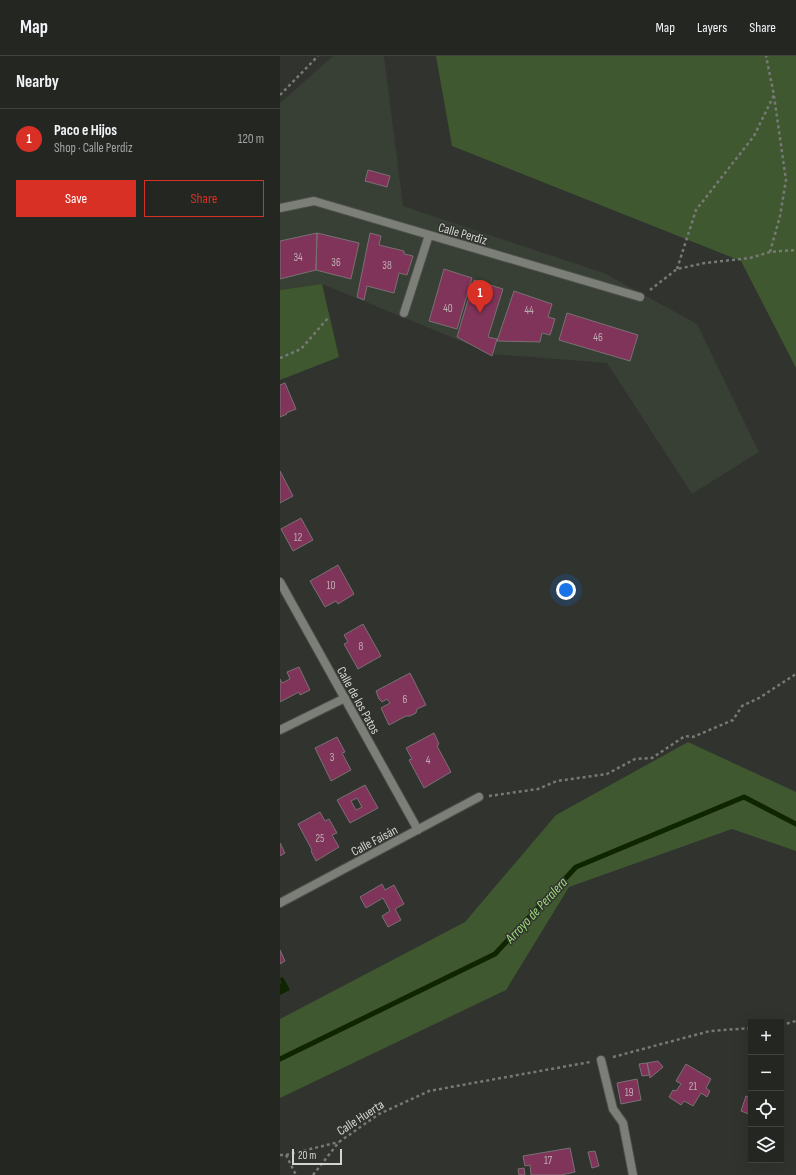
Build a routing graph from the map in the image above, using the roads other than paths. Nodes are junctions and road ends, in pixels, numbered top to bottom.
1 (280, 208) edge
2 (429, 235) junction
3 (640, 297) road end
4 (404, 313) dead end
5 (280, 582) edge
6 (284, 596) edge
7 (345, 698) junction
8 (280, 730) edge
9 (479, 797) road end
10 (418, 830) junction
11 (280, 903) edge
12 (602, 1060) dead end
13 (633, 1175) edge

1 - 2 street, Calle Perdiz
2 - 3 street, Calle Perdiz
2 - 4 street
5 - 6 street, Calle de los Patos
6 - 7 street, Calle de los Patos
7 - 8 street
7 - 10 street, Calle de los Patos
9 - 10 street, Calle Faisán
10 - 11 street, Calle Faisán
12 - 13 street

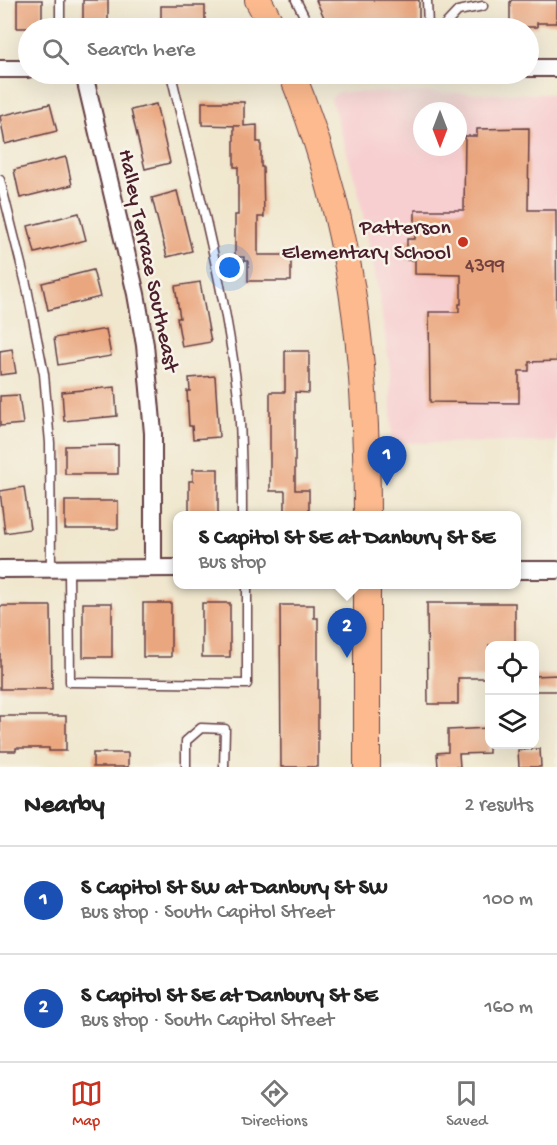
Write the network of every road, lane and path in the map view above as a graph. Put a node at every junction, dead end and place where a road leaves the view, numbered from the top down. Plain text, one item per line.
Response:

_____

(INSTRUCTIONS TO FOLLOW) With the line containing "Write the network" as the first and the last line of the records as the final one, print exactly the lines in that span.

(TASK OUTPUT)
Write the network of every road, lane and path in the map view above as a graph. Put a node at every junction, dead end and place where a road leaves the view, numbered from the top down. Plain text, one item per line.
Response:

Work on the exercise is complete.